Stored data:
══════

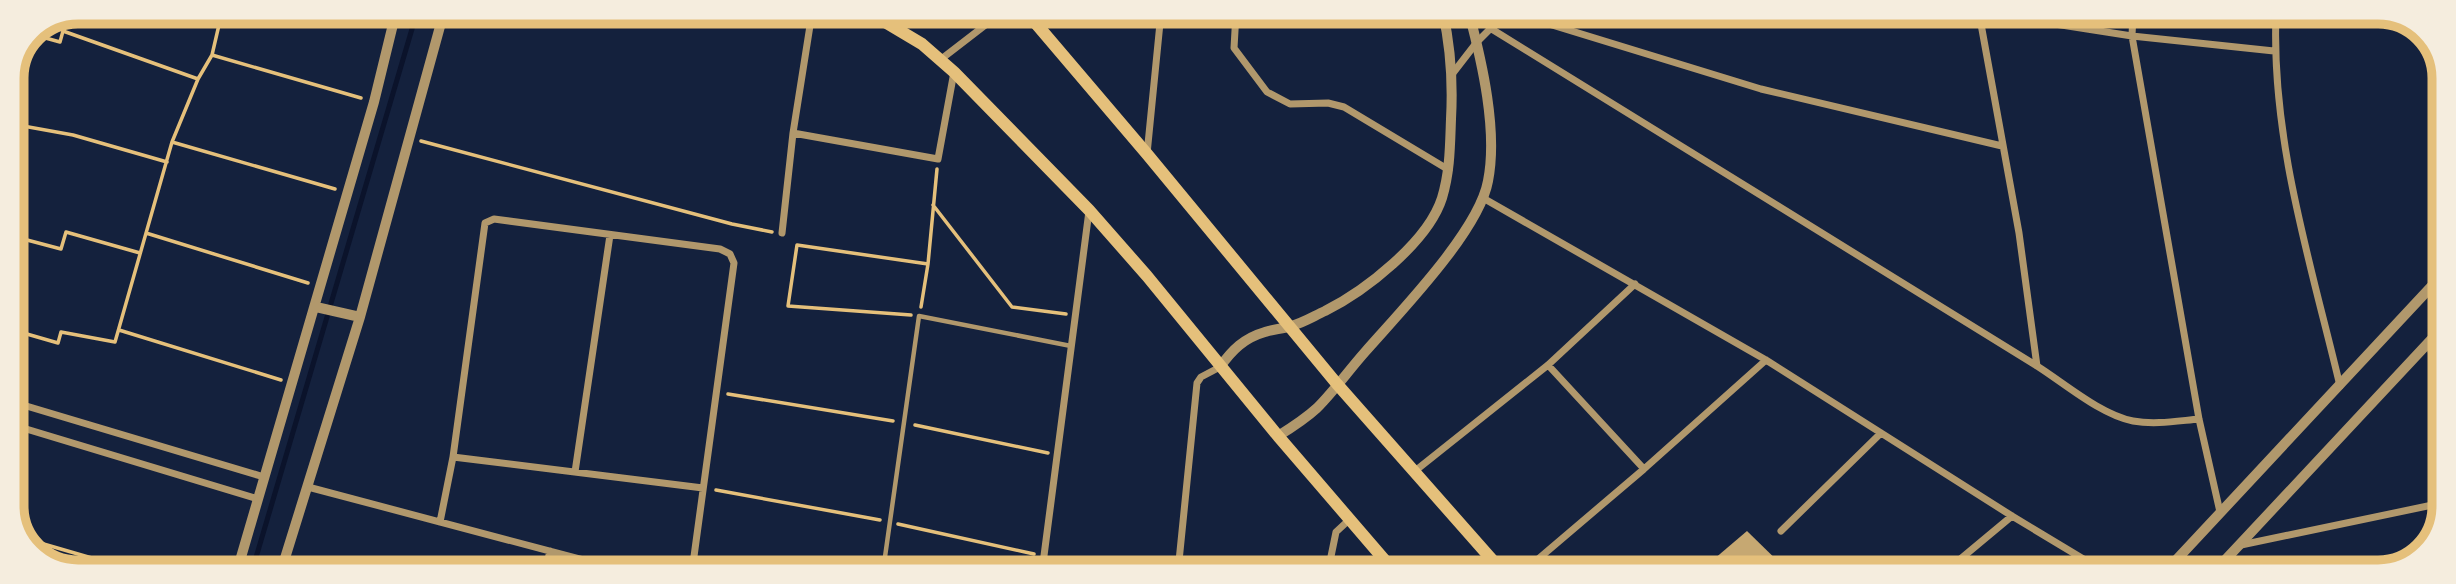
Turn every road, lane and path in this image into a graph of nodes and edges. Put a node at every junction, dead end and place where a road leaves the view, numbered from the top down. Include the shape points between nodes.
1 (219, 24) edge
2 (393, 24) edge
3 (441, 24) edge
4 (810, 24) edge
5 (888, 24) edge
6 (987, 24) edge
7 (1036, 24) edge
8 (1160, 24) edge
9 (1235, 24) edge
10 (1445, 24) edge
11 (1472, 24) edge
12 (1494, 24) edge
13 (1549, 24) edge
14 (1981, 24) edge
15 (2055, 24) edge
16 (2133, 24) edge
17 (2275, 24) edge
18 (64, 27) edge
19 (1490, 28) junction
20 (63, 31) junction
21 (2132, 36) junction
22 (43, 37) edge
23 (1477, 42) junction
24 (2274, 51) junction
25 (212, 55) junction
26 (940, 60) junction
27 (954, 72) junction
28 (1453, 72) junction
29 (198, 79) junction
30 (374, 102) junction
31 (24, 126) edge
32 (793, 133) junction
33 (408, 138) junction
34 (172, 142) junction
35 (2002, 146) junction
36 (1147, 154) junction
37 (938, 159) junction
38 (167, 162) junction
39 (1449, 170) junction
40 (347, 192) junction
41 (1483, 198) junction
42 (933, 205) junction
43 (1089, 210) junction
44 (146, 233) junction
45 (782, 233) joint
46 (610, 235) junction
47 (24, 239) edge
48 (140, 253) junction
49 (928, 264) junction
50 (1635, 284) junction
51 (322, 287) junction
52 (2431, 287) edge
53 (316, 307) junction
54 (1075, 315) junction
55 (919, 316) junction
56 (360, 317) junction
57 (1291, 327) junction
58 (119, 330) junction
59 (25, 333) edge
60 (2432, 339) edge
61 (2429, 342) junction
62 (1072, 346) junction
63 (2432, 353) edge
64 (1766, 360) junction
65 (1548, 365) junction
66 (2037, 366) junction
67 (1220, 367) junction
68 (292, 384) junction
69 (1337, 384) junction
70 (2340, 386) junction
71 (716, 392) junction
72 (25, 406) edge
73 (2199, 419) junction
74 (906, 424) junction
75 (25, 428) edge
76 (1881, 433) junction
77 (1278, 436) junction
78 (1057, 455) junction
79 (453, 457) junction
80 (1644, 469) junction
81 (1415, 471) junction
82 (575, 472) junction
83 (264, 477) junction
84 (308, 487) junction
85 (703, 488) junction
86 (258, 499) junction
87 (2432, 505) edge
88 (2220, 512) junction
89 (2012, 516) junction
90 (1350, 519) junction
91 (440, 522) junction
92 (889, 522) junction
93 (1781, 531) dead end
94 (40, 543) edge
95 (2240, 545) junction
96 (550, 551) junction
97 (1044, 556) junction
98 (2227, 558) edge
99 (578, 559) joint
100 (99, 560) edge
101 (240, 560) edge
102 (284, 560) edge
103 (548, 560) edge
104 (582, 560) edge
105 (693, 560) edge
106 (884, 560) edge
107 (1043, 560) edge
108 (1179, 560) edge
109 (1330, 560) edge
110 (1385, 560) edge
111 (1492, 560) edge
112 (1537, 560) edge
113 (1960, 560) edge
114 (2085, 560) edge
115 (2176, 560) edge

1 - 25 path
2 - 30 street
3 - 33 street
4 - 32 street
5 - 26 main road
6 - 26 street
7 - 36 main road
8 - 36 street
9 - 39 street via 1234,48 1267,92 1290,104 1344,107
10 - 28 street
11 - 23 street
12 - 19 street
13 - 35 street via 1761,89
14 - 35 street
15 - 21 street
16 - 21 street
17 - 24 street
18 - 20 path
19 - 23 street
19 - 66 street
20 - 22 path via 60,42
20 - 29 path
21 - 24 street
21 - 73 street
23 - 28 street
23 - 41 street via 1491,133 1492,160
24 - 70 street via 2286,158
25 - 29 path
25 - 30 path
26 - 27 main road
27 - 37 street
27 - 43 main road
28 - 39 street
29 - 34 path
30 - 40 street
31 - 38 path
32 - 37 street
32 - 45 street
33 - 45 path via 732,224
33 - 56 street
34 - 38 path
34 - 40 path
35 - 66 street
36 - 57 main road
37 - 42 path
38 - 44 path
39 - 57 street via 1433,218 1415,241 1357,291
40 - 51 street
41 - 50 street
41 - 69 street via 1443,260
42 - 49 path
42 - 54 path via 1012,307
43 - 54 street
43 - 67 main road
44 - 48 path
44 - 51 path
46 - 71 street via 730,254 734,263
46 - 79 street via 494,219 485,223
46 - 82 street
47 - 48 path via 61,249 66,232
48 - 58 path
49 - 55 path
49 - 55 path via 797,245 789,306
50 - 64 street
50 - 65 street
51 - 53 street
52 - 70 street
53 - 56 street
53 - 68 street
54 - 62 street
55 - 62 lane
55 - 74 lane
56 - 84 street
57 - 67 street via 1249,338 1232,350
57 - 69 main road
58 - 59 path via 115,342 61,332 58,343
58 - 68 path
60 - 61 street
61 - 63 street
61 - 95 street
62 - 78 street
64 - 76 street
64 - 80 street
65 - 80 street
65 - 81 street
66 - 73 street via 2102,408 2130,420
67 - 77 main road
67 - 108 street via 1197,383
68 - 83 street
69 - 77 street via 1317,408
69 - 81 main road
70 - 88 street
71 - 74 path
71 - 85 street
72 - 83 street
73 - 88 street
74 - 78 path
74 - 92 lane
75 - 86 street
76 - 89 street
76 - 93 street
77 - 90 main road
78 - 97 street
79 - 82 street
79 - 91 street
80 - 112 street
81 - 111 main road
82 - 85 street
83 - 86 street
84 - 91 street
84 - 102 street
85 - 92 path
85 - 105 street
86 - 101 street
87 - 95 street
88 - 115 street
89 - 113 street
89 - 114 street
90 - 109 street via 1336,532
90 - 110 main road
91 - 96 street
92 - 97 path
92 - 106 lane
94 - 100 path
95 - 98 street
96 - 99 street
96 - 103 street
97 - 107 street
99 - 104 street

══════

* [Exercise details]:
Write every entry out again exactly, images omitted.

* [Finished exercise]:
Turn every road, lane and path in this image into a graph of nodes and edges. Put a node at every junction, dead end and place where a road leaves the view, numbered from the top down. Include the shape points between nodes.
1 (219, 24) edge
2 (393, 24) edge
3 (441, 24) edge
4 (810, 24) edge
5 (888, 24) edge
6 (987, 24) edge
7 (1036, 24) edge
8 (1160, 24) edge
9 (1235, 24) edge
10 (1445, 24) edge
11 (1472, 24) edge
12 (1494, 24) edge
13 (1549, 24) edge
14 (1981, 24) edge
15 (2055, 24) edge
16 (2133, 24) edge
17 (2275, 24) edge
18 (64, 27) edge
19 (1490, 28) junction
20 (63, 31) junction
21 (2132, 36) junction
22 (43, 37) edge
23 (1477, 42) junction
24 (2274, 51) junction
25 (212, 55) junction
26 (940, 60) junction
27 (954, 72) junction
28 (1453, 72) junction
29 (198, 79) junction
30 (374, 102) junction
31 (24, 126) edge
32 (793, 133) junction
33 (408, 138) junction
34 (172, 142) junction
35 (2002, 146) junction
36 (1147, 154) junction
37 (938, 159) junction
38 (167, 162) junction
39 (1449, 170) junction
40 (347, 192) junction
41 (1483, 198) junction
42 (933, 205) junction
43 (1089, 210) junction
44 (146, 233) junction
45 (782, 233) joint
46 (610, 235) junction
47 (24, 239) edge
48 (140, 253) junction
49 (928, 264) junction
50 (1635, 284) junction
51 (322, 287) junction
52 (2431, 287) edge
53 (316, 307) junction
54 (1075, 315) junction
55 (919, 316) junction
56 (360, 317) junction
57 (1291, 327) junction
58 (119, 330) junction
59 (25, 333) edge
60 (2432, 339) edge
61 (2429, 342) junction
62 (1072, 346) junction
63 (2432, 353) edge
64 (1766, 360) junction
65 (1548, 365) junction
66 (2037, 366) junction
67 (1220, 367) junction
68 (292, 384) junction
69 (1337, 384) junction
70 (2340, 386) junction
71 (716, 392) junction
72 (25, 406) edge
73 (2199, 419) junction
74 (906, 424) junction
75 (25, 428) edge
76 (1881, 433) junction
77 (1278, 436) junction
78 (1057, 455) junction
79 (453, 457) junction
80 (1644, 469) junction
81 (1415, 471) junction
82 (575, 472) junction
83 (264, 477) junction
84 (308, 487) junction
85 (703, 488) junction
86 (258, 499) junction
87 (2432, 505) edge
88 (2220, 512) junction
89 (2012, 516) junction
90 (1350, 519) junction
91 (440, 522) junction
92 (889, 522) junction
93 (1781, 531) dead end
94 (40, 543) edge
95 (2240, 545) junction
96 (550, 551) junction
97 (1044, 556) junction
98 (2227, 558) edge
99 (578, 559) joint
100 (99, 560) edge
101 (240, 560) edge
102 (284, 560) edge
103 (548, 560) edge
104 (582, 560) edge
105 (693, 560) edge
106 (884, 560) edge
107 (1043, 560) edge
108 (1179, 560) edge
109 (1330, 560) edge
110 (1385, 560) edge
111 (1492, 560) edge
112 (1537, 560) edge
113 (1960, 560) edge
114 (2085, 560) edge
115 (2176, 560) edge

1 - 25 path
2 - 30 street
3 - 33 street
4 - 32 street
5 - 26 main road
6 - 26 street
7 - 36 main road
8 - 36 street
9 - 39 street via 1234,48 1267,92 1290,104 1344,107
10 - 28 street
11 - 23 street
12 - 19 street
13 - 35 street via 1761,89
14 - 35 street
15 - 21 street
16 - 21 street
17 - 24 street
18 - 20 path
19 - 23 street
19 - 66 street
20 - 22 path via 60,42
20 - 29 path
21 - 24 street
21 - 73 street
23 - 28 street
23 - 41 street via 1491,133 1492,160
24 - 70 street via 2286,158
25 - 29 path
25 - 30 path
26 - 27 main road
27 - 37 street
27 - 43 main road
28 - 39 street
29 - 34 path
30 - 40 street
31 - 38 path
32 - 37 street
32 - 45 street
33 - 45 path via 732,224
33 - 56 street
34 - 38 path
34 - 40 path
35 - 66 street
36 - 57 main road
37 - 42 path
38 - 44 path
39 - 57 street via 1433,218 1415,241 1357,291
40 - 51 street
41 - 50 street
41 - 69 street via 1443,260
42 - 49 path
42 - 54 path via 1012,307
43 - 54 street
43 - 67 main road
44 - 48 path
44 - 51 path
46 - 71 street via 730,254 734,263
46 - 79 street via 494,219 485,223
46 - 82 street
47 - 48 path via 61,249 66,232
48 - 58 path
49 - 55 path
49 - 55 path via 797,245 789,306
50 - 64 street
50 - 65 street
51 - 53 street
52 - 70 street
53 - 56 street
53 - 68 street
54 - 62 street
55 - 62 lane
55 - 74 lane
56 - 84 street
57 - 67 street via 1249,338 1232,350
57 - 69 main road
58 - 59 path via 115,342 61,332 58,343
58 - 68 path
60 - 61 street
61 - 63 street
61 - 95 street
62 - 78 street
64 - 76 street
64 - 80 street
65 - 80 street
65 - 81 street
66 - 73 street via 2102,408 2130,420
67 - 77 main road
67 - 108 street via 1197,383
68 - 83 street
69 - 77 street via 1317,408
69 - 81 main road
70 - 88 street
71 - 74 path
71 - 85 street
72 - 83 street
73 - 88 street
74 - 78 path
74 - 92 lane
75 - 86 street
76 - 89 street
76 - 93 street
77 - 90 main road
78 - 97 street
79 - 82 street
79 - 91 street
80 - 112 street
81 - 111 main road
82 - 85 street
83 - 86 street
84 - 91 street
84 - 102 street
85 - 92 path
85 - 105 street
86 - 101 street
87 - 95 street
88 - 115 street
89 - 113 street
89 - 114 street
90 - 109 street via 1336,532
90 - 110 main road
91 - 96 street
92 - 97 path
92 - 106 lane
94 - 100 path
95 - 98 street
96 - 99 street
96 - 103 street
97 - 107 street
99 - 104 street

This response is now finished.